Кыш, пернатые! - Александр Гриневский
Шрифт:
Интервал:
Выстрелы прозвучали глухо, еле слышно. Замер, прислушиваясь. Тишина.
– Валя! – окликнул, не заботясь о том, что разбудит спящих. – Ты слышал?
Валентин спал, отвернувшись к стене, уткнувшись лицом в тряпьё, служившее подушкой. Промаялся всю ночь, стараясь заснуть, но как только поднялся Валера, а следом Николаич, и стали доноситься привычные звуки начинающейся барачной жизни – как поленом по голове ударили, провалился в сон.
– Валя! Валя, проснись! – Николаич несильно ударил по торчащей голой ноге.
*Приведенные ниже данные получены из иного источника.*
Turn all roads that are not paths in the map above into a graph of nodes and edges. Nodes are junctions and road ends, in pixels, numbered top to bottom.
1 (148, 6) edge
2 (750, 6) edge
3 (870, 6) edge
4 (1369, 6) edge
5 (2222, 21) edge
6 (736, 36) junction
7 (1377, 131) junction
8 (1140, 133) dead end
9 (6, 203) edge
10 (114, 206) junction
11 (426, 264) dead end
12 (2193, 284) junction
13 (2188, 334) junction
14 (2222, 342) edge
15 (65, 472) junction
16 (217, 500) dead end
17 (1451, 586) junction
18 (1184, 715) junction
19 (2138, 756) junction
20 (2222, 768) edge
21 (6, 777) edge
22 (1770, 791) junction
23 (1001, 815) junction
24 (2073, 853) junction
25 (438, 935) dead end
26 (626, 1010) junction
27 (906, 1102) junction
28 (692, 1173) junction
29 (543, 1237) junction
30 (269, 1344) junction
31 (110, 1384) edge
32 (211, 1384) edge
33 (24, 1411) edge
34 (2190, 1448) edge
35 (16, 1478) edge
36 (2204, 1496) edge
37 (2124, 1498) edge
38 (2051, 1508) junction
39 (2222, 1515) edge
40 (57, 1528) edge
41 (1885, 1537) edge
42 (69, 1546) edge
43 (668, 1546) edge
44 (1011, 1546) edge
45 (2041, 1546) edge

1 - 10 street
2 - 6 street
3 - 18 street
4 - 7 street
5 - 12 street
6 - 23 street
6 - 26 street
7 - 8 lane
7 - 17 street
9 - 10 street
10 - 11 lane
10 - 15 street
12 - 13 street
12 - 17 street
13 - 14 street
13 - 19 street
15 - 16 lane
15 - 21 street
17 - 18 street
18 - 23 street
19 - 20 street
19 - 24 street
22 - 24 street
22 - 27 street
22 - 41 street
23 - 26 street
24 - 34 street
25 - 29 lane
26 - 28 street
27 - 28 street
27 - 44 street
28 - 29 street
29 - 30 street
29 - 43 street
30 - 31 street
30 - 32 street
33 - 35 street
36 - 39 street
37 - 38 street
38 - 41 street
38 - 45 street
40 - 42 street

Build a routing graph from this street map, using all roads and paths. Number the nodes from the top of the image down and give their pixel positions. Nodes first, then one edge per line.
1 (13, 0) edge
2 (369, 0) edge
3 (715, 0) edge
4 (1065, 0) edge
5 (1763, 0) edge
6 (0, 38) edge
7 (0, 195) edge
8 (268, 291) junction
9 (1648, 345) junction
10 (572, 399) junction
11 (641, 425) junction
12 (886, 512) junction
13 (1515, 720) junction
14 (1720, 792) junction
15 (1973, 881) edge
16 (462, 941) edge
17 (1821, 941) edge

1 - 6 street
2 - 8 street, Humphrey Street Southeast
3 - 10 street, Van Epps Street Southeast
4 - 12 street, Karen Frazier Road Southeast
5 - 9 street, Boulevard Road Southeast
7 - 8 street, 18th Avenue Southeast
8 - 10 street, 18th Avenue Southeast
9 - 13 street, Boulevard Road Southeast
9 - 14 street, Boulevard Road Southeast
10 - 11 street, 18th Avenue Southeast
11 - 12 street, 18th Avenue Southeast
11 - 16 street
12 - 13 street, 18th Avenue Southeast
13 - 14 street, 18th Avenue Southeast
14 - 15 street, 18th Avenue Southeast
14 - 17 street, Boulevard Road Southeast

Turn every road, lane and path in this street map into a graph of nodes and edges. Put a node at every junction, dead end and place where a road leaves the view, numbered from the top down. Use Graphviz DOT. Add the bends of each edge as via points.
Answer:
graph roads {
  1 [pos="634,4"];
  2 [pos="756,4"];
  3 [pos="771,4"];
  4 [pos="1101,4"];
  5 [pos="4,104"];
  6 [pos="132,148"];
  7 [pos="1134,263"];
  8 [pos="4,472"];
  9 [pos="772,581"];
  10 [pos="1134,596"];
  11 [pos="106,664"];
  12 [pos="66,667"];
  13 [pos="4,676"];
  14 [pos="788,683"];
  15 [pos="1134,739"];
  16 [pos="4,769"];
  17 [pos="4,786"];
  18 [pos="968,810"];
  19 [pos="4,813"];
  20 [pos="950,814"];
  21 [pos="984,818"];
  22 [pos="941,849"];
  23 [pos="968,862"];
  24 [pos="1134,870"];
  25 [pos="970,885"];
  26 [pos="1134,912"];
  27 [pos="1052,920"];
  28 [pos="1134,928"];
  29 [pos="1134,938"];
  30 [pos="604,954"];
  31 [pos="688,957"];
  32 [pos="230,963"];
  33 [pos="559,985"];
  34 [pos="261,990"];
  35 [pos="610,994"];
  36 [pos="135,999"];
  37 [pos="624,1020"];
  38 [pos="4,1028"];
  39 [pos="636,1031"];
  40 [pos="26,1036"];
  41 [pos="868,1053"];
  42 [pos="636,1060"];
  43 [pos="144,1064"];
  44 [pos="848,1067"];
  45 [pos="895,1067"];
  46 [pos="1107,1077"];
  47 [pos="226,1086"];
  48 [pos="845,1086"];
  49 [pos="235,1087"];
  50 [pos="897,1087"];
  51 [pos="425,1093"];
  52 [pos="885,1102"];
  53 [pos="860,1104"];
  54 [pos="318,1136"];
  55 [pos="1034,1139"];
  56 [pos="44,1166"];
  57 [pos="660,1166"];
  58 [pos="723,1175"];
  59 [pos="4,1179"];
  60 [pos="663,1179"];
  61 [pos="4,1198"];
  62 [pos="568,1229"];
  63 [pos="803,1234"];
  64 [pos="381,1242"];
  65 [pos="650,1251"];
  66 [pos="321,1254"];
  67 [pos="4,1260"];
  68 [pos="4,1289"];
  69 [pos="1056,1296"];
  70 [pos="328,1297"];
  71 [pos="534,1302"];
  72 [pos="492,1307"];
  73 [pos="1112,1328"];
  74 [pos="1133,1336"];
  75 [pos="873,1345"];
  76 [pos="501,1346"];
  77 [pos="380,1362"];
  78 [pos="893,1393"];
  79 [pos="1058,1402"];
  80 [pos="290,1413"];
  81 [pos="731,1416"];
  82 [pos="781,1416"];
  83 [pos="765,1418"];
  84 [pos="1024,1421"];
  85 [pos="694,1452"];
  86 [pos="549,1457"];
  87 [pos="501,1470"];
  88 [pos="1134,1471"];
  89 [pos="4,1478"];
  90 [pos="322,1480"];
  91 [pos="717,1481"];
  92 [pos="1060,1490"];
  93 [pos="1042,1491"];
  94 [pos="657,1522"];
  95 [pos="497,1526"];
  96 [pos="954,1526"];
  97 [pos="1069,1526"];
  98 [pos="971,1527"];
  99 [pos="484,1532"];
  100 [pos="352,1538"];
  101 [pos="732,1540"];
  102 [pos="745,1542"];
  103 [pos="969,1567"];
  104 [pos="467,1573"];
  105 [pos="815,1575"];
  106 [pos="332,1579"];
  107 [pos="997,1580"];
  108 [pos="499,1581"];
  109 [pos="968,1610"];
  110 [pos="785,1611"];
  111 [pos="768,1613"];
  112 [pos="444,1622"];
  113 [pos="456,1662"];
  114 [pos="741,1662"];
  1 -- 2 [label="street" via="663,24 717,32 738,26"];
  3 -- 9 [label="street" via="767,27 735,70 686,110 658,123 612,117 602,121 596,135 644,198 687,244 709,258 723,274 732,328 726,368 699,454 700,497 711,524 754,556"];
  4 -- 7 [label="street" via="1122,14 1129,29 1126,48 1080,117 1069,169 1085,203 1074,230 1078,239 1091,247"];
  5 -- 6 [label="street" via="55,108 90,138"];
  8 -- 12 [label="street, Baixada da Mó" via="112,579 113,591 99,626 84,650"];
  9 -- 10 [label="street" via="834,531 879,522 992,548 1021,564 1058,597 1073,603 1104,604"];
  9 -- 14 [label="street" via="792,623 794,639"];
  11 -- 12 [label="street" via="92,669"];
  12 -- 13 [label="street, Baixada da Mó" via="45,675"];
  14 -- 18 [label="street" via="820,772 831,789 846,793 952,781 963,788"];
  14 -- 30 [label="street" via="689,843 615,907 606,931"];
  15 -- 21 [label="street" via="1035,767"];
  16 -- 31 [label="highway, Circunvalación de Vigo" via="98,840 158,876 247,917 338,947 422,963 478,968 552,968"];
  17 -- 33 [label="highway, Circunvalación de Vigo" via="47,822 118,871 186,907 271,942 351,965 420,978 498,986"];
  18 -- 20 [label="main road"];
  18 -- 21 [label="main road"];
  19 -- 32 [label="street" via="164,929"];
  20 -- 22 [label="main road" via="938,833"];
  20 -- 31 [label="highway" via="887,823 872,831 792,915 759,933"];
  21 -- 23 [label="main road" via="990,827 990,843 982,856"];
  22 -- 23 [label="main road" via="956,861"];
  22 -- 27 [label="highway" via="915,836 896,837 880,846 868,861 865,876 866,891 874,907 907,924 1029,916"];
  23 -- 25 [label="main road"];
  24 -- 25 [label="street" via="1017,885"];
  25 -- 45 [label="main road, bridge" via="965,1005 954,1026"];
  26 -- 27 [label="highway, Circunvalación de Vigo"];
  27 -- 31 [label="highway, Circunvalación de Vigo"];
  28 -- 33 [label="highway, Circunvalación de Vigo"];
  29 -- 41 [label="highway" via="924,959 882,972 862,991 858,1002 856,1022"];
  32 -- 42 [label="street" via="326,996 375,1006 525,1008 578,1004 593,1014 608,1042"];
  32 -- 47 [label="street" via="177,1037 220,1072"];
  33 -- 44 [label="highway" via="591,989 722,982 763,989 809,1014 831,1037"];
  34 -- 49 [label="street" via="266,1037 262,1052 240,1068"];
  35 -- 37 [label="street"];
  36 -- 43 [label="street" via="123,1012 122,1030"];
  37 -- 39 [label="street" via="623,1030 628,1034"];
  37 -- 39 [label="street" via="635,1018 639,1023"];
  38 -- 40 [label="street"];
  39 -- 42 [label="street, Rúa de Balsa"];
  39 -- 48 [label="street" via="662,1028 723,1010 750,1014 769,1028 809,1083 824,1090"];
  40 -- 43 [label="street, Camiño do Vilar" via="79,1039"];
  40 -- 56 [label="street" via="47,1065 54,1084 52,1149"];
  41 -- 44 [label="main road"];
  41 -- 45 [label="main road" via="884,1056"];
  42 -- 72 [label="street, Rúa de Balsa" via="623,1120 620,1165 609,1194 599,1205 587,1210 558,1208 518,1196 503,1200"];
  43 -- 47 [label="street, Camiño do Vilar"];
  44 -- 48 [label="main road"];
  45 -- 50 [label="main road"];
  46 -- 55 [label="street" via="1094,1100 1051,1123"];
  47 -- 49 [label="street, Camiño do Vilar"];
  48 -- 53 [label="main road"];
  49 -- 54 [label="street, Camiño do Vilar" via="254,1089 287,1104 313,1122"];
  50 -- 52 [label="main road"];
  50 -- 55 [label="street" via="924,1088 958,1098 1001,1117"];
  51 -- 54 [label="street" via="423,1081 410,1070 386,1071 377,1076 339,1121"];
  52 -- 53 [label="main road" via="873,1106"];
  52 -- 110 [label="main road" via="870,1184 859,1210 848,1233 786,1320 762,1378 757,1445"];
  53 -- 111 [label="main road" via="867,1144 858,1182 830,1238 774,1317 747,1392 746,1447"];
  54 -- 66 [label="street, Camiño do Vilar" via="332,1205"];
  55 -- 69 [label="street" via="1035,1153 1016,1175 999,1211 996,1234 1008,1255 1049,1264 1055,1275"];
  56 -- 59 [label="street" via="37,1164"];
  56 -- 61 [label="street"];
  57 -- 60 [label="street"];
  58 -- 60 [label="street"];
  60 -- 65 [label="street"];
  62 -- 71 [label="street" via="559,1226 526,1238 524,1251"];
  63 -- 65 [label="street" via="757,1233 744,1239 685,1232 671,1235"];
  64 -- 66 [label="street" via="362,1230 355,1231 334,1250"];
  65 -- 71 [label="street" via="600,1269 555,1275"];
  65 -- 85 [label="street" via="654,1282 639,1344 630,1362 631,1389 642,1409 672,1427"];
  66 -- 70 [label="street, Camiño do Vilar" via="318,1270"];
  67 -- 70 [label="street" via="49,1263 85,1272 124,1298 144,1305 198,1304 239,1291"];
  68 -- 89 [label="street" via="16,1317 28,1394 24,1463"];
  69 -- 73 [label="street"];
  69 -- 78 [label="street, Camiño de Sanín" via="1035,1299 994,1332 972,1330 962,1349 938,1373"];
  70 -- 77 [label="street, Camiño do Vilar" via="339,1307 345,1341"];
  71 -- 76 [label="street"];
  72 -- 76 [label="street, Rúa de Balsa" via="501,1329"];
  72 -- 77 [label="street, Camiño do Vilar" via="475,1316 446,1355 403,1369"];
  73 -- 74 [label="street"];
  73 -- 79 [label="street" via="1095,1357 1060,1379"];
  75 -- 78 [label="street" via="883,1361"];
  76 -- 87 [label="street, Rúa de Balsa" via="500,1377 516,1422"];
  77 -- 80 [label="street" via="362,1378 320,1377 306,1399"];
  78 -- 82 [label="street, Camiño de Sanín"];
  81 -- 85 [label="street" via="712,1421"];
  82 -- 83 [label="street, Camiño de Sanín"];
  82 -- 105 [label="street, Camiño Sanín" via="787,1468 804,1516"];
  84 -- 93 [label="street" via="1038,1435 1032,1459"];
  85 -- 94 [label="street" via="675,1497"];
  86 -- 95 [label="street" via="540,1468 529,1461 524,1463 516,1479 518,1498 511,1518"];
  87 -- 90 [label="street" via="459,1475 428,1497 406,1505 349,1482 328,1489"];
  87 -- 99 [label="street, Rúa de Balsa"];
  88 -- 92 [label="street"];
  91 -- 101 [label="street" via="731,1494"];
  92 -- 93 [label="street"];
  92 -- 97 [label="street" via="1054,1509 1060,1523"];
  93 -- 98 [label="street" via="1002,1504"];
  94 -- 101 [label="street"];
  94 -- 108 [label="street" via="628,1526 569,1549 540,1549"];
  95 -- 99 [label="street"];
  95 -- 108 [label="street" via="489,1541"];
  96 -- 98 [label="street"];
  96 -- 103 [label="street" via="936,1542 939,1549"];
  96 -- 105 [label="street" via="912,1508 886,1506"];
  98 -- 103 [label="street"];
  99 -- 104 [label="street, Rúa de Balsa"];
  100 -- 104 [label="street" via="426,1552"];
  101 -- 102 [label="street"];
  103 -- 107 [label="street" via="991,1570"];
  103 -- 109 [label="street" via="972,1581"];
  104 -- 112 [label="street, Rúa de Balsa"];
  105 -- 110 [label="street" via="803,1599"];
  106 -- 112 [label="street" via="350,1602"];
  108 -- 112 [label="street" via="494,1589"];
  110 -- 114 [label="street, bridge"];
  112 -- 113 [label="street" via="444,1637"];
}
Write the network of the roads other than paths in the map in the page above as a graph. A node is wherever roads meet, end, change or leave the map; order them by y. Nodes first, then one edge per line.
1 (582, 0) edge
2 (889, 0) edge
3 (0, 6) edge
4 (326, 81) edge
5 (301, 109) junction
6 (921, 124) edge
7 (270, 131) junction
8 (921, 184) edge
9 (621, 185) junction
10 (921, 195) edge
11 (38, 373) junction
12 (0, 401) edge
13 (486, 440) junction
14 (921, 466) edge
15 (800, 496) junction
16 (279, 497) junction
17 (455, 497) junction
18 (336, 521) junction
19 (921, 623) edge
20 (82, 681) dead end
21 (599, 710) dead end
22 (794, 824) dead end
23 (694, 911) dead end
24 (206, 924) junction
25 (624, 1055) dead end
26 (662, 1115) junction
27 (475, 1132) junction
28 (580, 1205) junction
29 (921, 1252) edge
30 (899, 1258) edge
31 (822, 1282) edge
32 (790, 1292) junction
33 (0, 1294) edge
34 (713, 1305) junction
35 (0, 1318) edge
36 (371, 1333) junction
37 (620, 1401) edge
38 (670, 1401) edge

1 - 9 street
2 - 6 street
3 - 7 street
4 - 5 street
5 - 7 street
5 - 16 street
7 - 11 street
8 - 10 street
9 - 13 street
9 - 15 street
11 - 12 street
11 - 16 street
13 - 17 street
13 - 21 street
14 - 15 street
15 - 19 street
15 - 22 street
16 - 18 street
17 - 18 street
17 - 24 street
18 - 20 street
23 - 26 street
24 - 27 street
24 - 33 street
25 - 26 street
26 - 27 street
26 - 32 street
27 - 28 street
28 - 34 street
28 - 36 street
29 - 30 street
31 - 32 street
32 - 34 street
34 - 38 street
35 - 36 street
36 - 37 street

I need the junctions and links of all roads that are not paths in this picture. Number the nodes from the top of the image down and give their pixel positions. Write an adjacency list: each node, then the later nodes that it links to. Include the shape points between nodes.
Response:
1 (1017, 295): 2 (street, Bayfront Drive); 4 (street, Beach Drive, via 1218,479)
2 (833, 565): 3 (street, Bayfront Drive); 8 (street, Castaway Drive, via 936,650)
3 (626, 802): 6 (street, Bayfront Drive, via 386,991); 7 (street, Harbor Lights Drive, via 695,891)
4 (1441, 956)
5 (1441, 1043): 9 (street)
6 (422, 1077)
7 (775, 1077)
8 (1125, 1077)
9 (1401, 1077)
– Что? – Валентин сел, мотая головой. – Зачем разбудил? Ведь только заснул.
– Стреляли, – коротко произнёс Николаич.
– И что? – Валентин никак не мог проснуться, находясь на грани сна и действительности.
– Валеры нет…
– А где он? Давно его нет?
– С полчаса. Летает, наверное…
– А где стреляли? – Валентин никак не мог сопоставить воедино то, что говорил Николаич.
Зашевелилась Ольга. Села на нарах, приглаживая руками волосы.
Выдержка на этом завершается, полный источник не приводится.